Store Identifier Field: Select here the field used to distinguish between different stores.

Date Field: Select the field that contains the dates of the time-series.

Equidistant Dates: This will make the block assume that the time between each date is the same (necessary for accurate estimation of the 'synthetic treatment'). If not checked the block will test if the time series is has a interval of a second, minute, hour, day, weekdays, month, quarter or year.

Test period start: Select the date at which the a/b experiment started.

Experiment Has Specific End Date: If not selected, the block will assume that the experiment was performed from the start date until the last record in your data-set. If selected, you can specify an end date.

Missing value behaviour: Missing values might or might not represent problems with your data. If missing data is encountered by the Reduce Dimensions block, they cannot be used for dimensionality reduction and are ignored by default. They will still be present in the output data, but their fields for reduced dimensions will be left empty. If you would like to entirely remove these records from the output data, checking this option will do so.

Output

The output data consists of the treatment stores over the full time-range of the data. The treatment field contains the real observed data in the treatment stores, while the control field contains the synthetic (predicted) data using the control stores, including upper and lower bounds for this prediction. Point effect is the treatment field minus the control field and specifies for each record what was the effect of the experiment. Cumulative Effect is the cumulation of the point effects over the time-range of the experiment. Test period indicates whether a record is from a date before (or after) the experiment, or from a date during the experiment.

Interpretation of the results

The block produces data that can power 3 informative views:

Treatment and Control
Point Effect
Cumulative Effect

Treatment and Control

This graph shows how differently treatment and control stores evolve over time. In our use case, the graph looks like this:

Before the start of the experiment (indicated by the vertical red line) the treatment and control stores are very similar in nature and hover around the same average values. After the start of the experiment however, the treatment line diverges from that of the control indicating that the stores now sell more items and that the treatment has a positive effect.

Point Effect

The point effect is the control subtracted from the treatment. It shows the difference between control and treatment stores in one line, including the confidence bounds which indicates possible ranges for the difference line.

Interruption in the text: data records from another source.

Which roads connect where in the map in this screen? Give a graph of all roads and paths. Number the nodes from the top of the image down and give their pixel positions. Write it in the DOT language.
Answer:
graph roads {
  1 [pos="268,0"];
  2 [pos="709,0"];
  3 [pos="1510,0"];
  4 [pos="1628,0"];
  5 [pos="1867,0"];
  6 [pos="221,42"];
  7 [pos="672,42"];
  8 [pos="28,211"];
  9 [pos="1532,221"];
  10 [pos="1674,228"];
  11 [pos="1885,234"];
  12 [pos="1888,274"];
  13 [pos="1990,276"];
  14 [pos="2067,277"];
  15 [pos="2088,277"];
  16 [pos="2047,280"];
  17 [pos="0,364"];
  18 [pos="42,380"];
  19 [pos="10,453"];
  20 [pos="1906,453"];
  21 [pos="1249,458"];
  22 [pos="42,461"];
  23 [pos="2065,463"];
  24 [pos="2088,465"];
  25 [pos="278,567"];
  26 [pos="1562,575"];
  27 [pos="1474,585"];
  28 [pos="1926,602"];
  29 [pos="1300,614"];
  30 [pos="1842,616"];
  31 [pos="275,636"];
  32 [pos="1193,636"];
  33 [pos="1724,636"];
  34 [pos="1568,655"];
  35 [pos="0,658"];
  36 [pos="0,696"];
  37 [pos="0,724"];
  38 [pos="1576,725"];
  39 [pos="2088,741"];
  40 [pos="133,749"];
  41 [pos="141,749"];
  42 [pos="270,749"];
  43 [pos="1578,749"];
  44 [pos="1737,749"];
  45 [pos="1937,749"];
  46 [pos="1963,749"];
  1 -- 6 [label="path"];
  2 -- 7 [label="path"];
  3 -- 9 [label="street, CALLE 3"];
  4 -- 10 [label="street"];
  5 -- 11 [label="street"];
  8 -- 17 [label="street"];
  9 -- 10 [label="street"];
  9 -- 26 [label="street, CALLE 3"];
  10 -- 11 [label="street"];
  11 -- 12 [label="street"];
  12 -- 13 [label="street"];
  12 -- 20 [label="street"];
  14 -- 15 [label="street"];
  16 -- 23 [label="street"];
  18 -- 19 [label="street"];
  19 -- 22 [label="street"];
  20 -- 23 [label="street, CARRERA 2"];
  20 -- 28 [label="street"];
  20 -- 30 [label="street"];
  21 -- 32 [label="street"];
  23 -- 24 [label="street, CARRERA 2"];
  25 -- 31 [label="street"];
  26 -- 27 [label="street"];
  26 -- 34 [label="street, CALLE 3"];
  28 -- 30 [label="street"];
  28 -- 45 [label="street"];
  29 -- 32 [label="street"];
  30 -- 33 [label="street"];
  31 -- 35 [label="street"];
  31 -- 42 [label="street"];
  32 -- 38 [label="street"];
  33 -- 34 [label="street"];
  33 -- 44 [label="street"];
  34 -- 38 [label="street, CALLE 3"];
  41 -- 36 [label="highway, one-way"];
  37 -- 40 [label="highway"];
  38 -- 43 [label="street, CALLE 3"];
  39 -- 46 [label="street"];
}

In our test case, we can again see that before the the start of the experiment the difference hovers around 0, meaning that there is no real difference between treatment and control, but then increases to around just short of 10000, indicating that the treatment stores on average increased their daily sales by that amount.

Cumulative Effect

The cumulative effect are the gains (or losses) incurred during the time of the experiment added together.

Here, we see a sharp cumulative increase from the start of the experiment to the 1750000 mark. This is the overall gain achieved through the reorganisation of the stores at the end of the experiment.